Anaplasmosis, a potentially fatal bacterial infection transmitted by ticks and whose symptoms are similar to COVID, is making its way in Estrie where dozens of cases have been listed for two years, which worries experts.
About fifty cases of the bacterial infection were listed around Bromont, in Estrie, in 2021. More recently, The newspaper learned that a case had already been reported to the Center hospitalier de l’Université de Sherbrooke (CHUS) at the end of last April.
“The 2021 cases are just the tip of the iceberg! I am convinced that there are more who have gone under the radar, ”says the Dr Alex Carignan, doctor specializing in public health at the CHUS.
In a scientific article that he signs with five public health specialists in the Canada Communicable Disease Report 2022, 25 human infections known at that time were analyzed. This small epidemic (which is called “aggregate”) already represented “the largest number of cases reported in the same region in Canada”, write the authors.
Outdoor activities
There were no deaths, but one in two infected people had to be hospitalized, some for four days.
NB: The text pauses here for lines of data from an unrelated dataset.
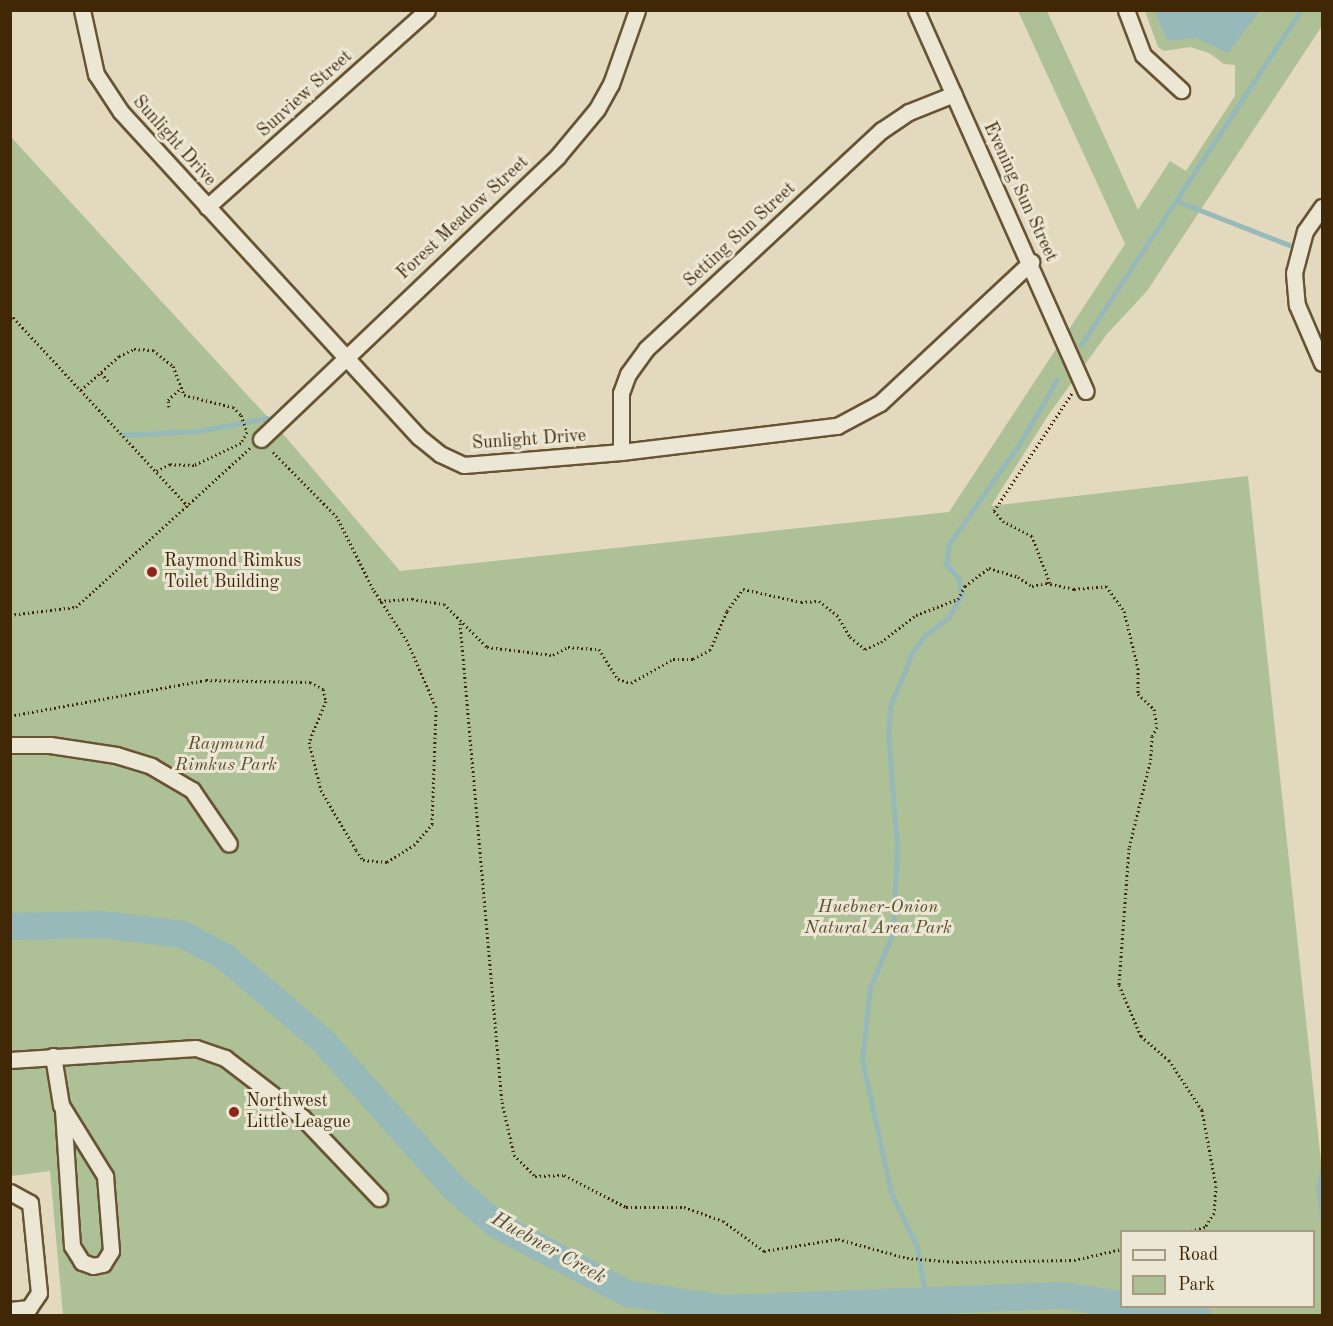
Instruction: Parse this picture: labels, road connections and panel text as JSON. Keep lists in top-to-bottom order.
{
  "streets": {
    "street": [
      "Sunview Street",
      "Sunlight Drive",
      "Evening Sun Street",
      "Forest Meadow Street",
      "Setting Sun Street"
    ]
  },
  "crossings": [
    ["Sunview Street", "Sunlight Drive"],
    ["Sunlight Drive", "Evening Sun Street"],
    ["Sunlight Drive", "Forest Meadow Street"],
    ["Sunlight Drive", "Setting Sun Street"],
    ["Evening Sun Street", "Setting Sun Street"]
  ],
  "water": ["Huebner Creek"],
  "parks": ["Raymund Rimkus Park", "Huebner-Onion Natural Area Park"],
  "places": ["Raymond Rimkus Toilet Building", "Northwest Little League"],
  "legend": ["Road", "Park"]
}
One person was treated in intensive care. Patients have been exposed to the bacteria during outdoor activities ranging from gardening to mountain biking.
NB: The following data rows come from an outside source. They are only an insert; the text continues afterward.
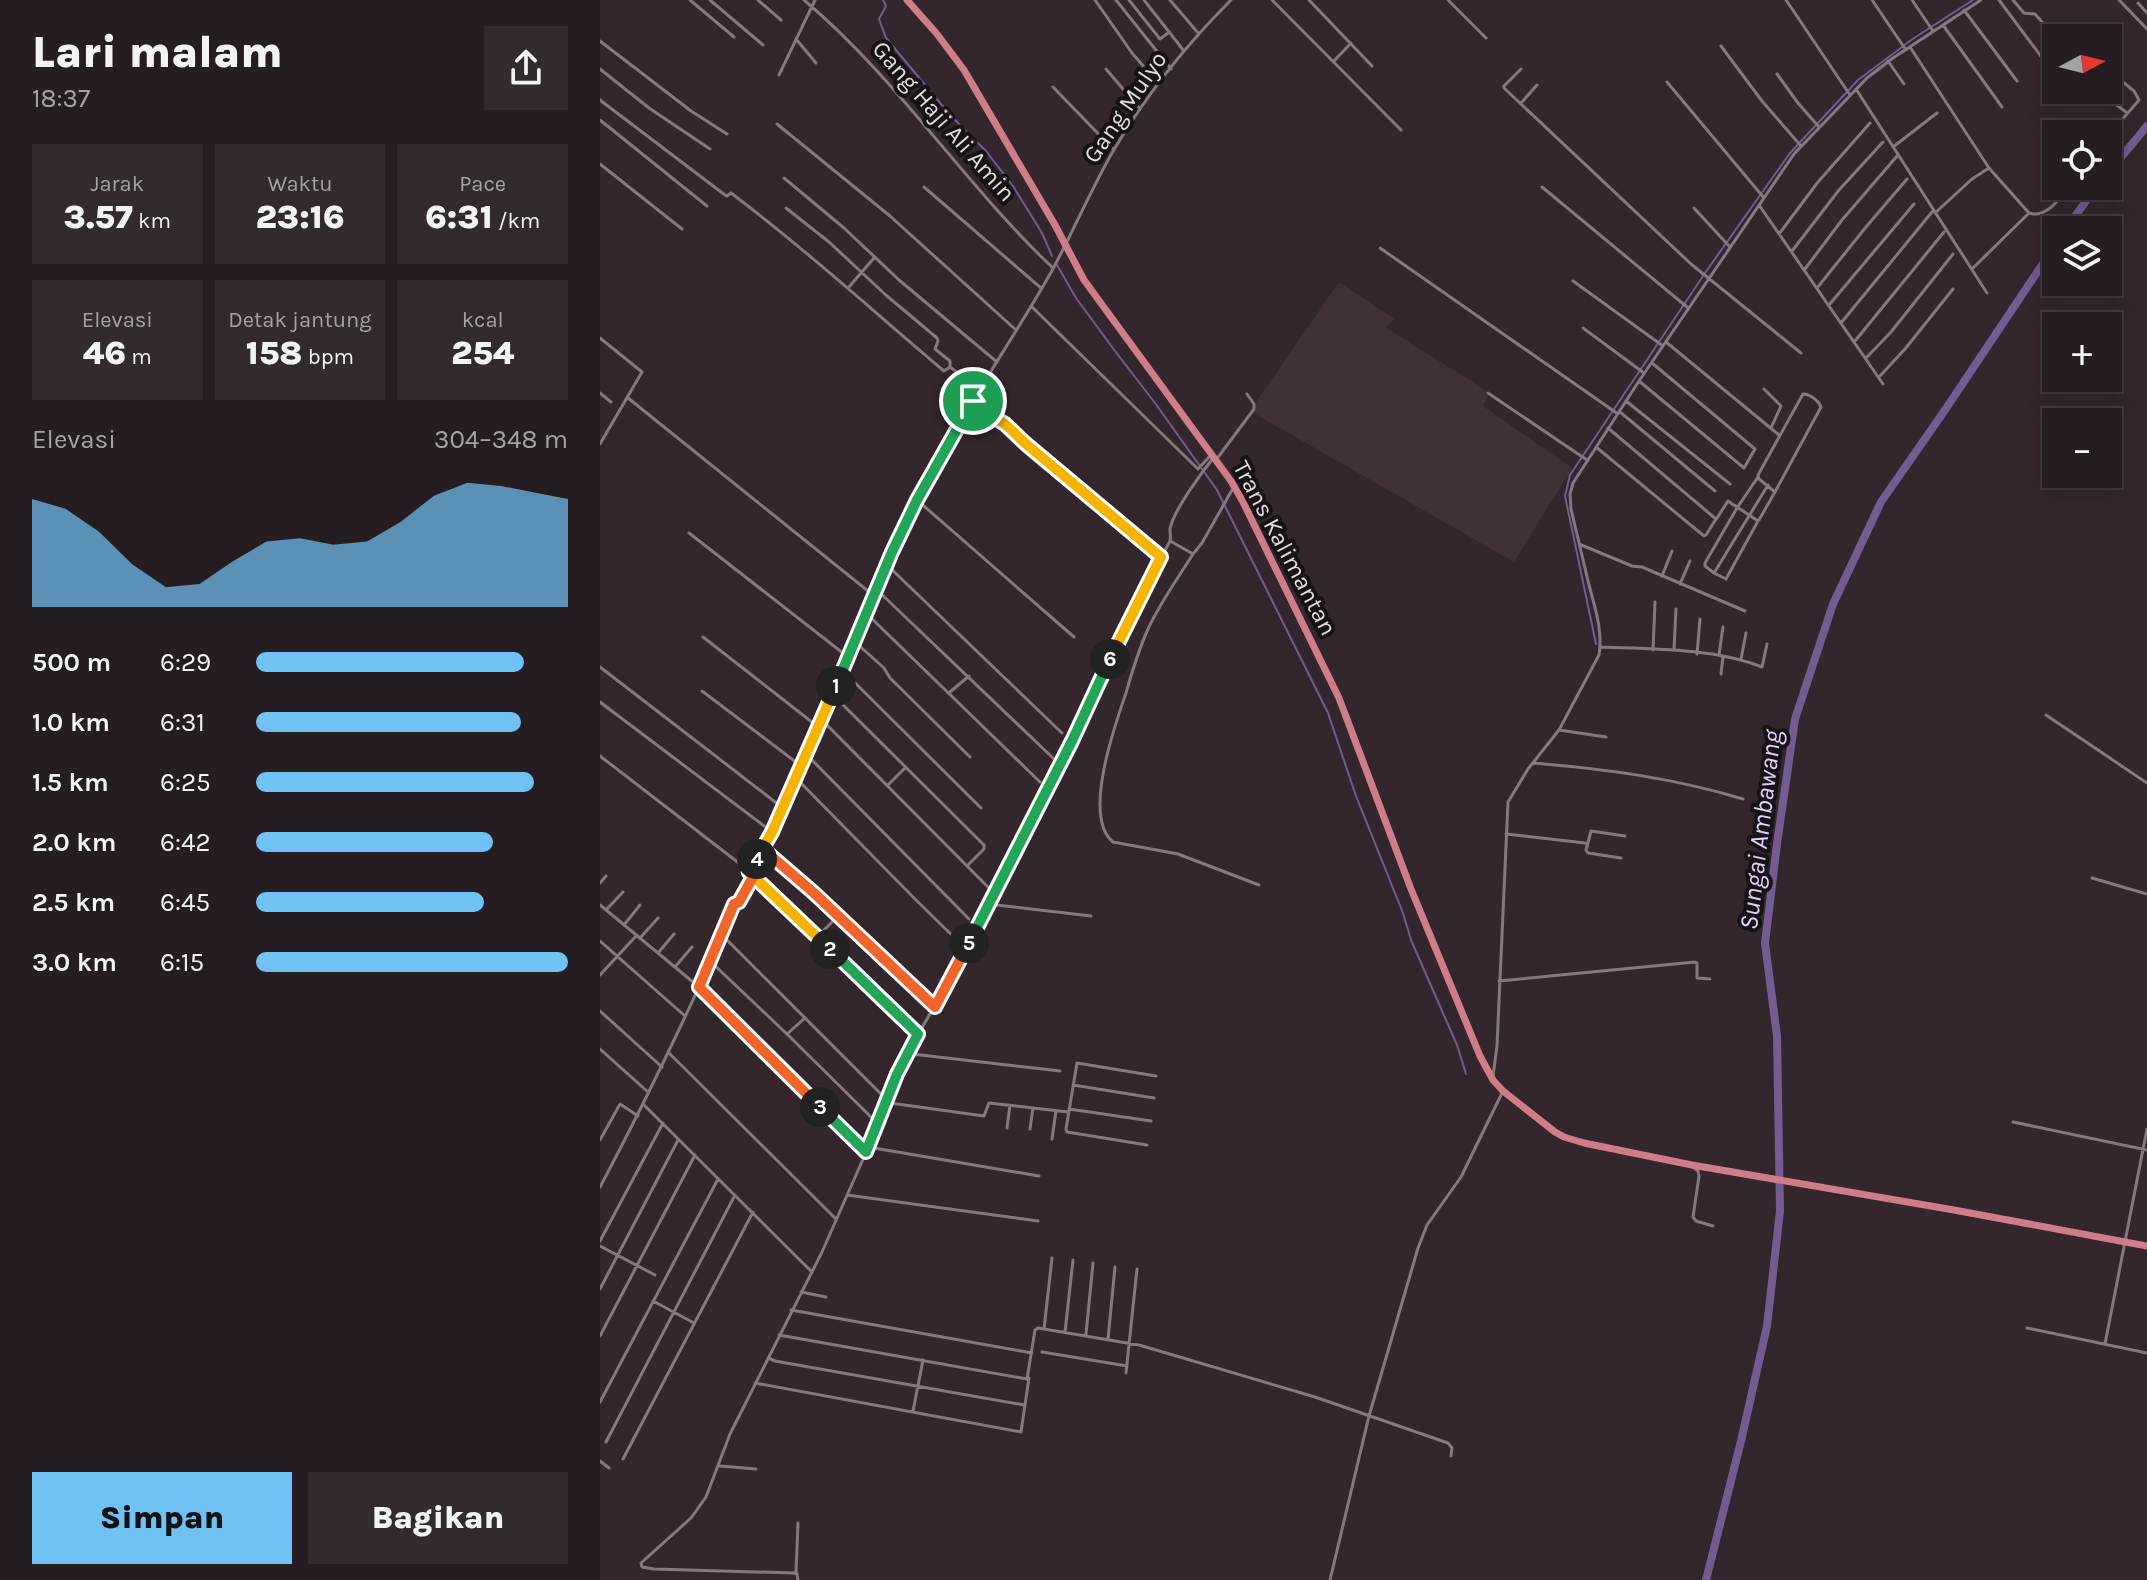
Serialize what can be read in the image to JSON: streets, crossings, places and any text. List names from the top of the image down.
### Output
{
  "streets": {
    "highway": ["Trans Kalimantan"],
    "street": ["Gang Mulyo", "Gang Haji Ali Amin"]
  },
  "crossings": [
    ["Gang Mulyo", "Gang Haji Ali Amin"],
    ["Gang Mulyo", "Trans Kalimantan"]
  ],
  "water": ["Sungai Ambawang"],
  "north": "right",
  "page": {
    "heading": ["Lari malam", "18:37"],
    "map_buttons": ["+", "−"],
    "stats": [
      ["Jarak", "3.57 km"],
      ["Waktu", "23:16"],
      ["Pace", "6:31 /km"],
      ["Elevasi", "46 m"],
      ["Detak jantung", "158 bpm"],
      ["kcal", "254"]
    ],
    "chart": ["Elevasi", "304–348 m"],
    "list": [
      {
        "name": "500 m",
        "note": "6:29"
      },
      {
        "name": "1.0 km",
        "note": "6:31"
      },
      {
        "name": "1.5 km",
        "note": "6:25"
      },
      {
        "name": "2.0 km",
        "note": "6:42"
      },
      {
        "name": "2.5 km",
        "note": "6:45"
      },
      {
        "name": "3.0 km",
        "note": "6:15"
      }
    ],
    "pins": [
      "6",
      "1",
      "4",
      "5",
      "2",
      "3"
    ],
    "buttons": ["Simpan", "Bagikan"]
  }
}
Since the publication of the article in 2022, at least 25 new similar cases have been reported to medical teams who follow the evolution of this disease, different from Lyme disease, but transmitted by the same blacklegged tick (Ixodes scapularis), well established in southern Quebec.
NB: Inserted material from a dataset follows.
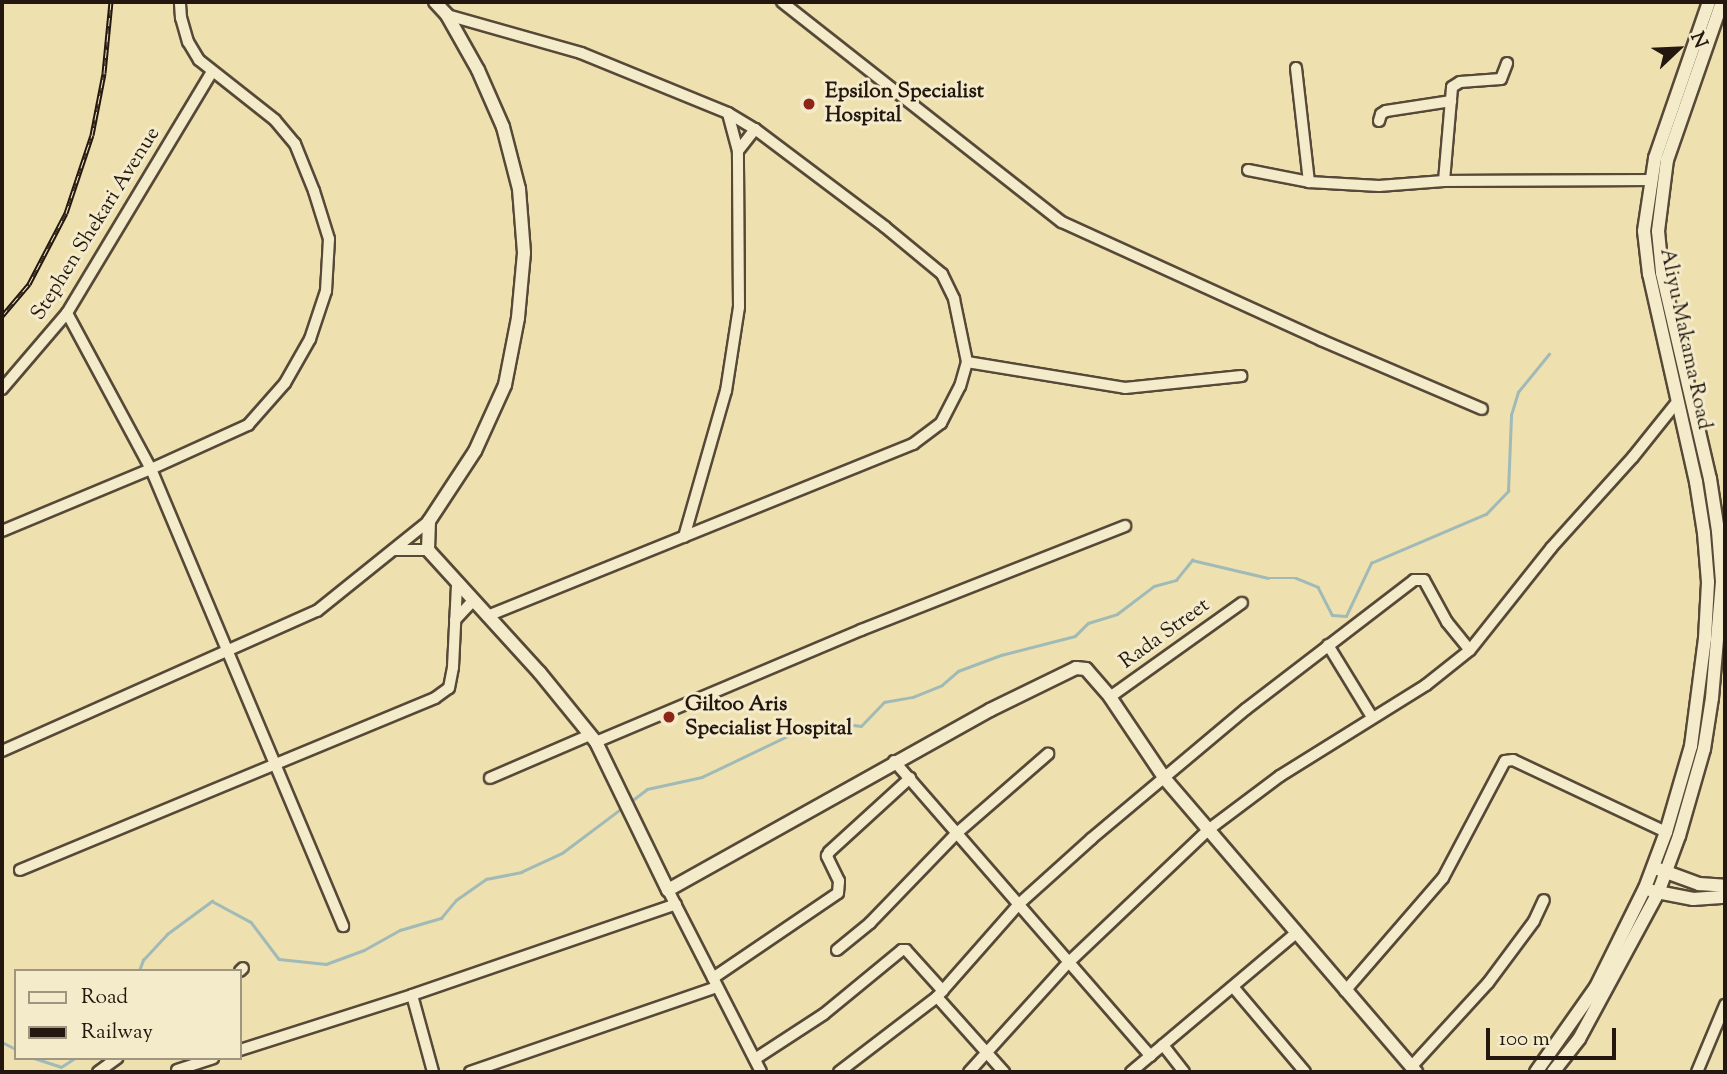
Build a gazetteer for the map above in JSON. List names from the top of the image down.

The Integrated University Health and Social Services Center in Estrie, which announced the first case of anaplasmosis in Quebec in July 2021, has implemented various approaches to raise public awareness of the dangers of the infection. Leaflets and newsletters circulated in campgrounds, among farmers, in forestry groups, among doctors and pharmacists and among tourist and outdoor associations.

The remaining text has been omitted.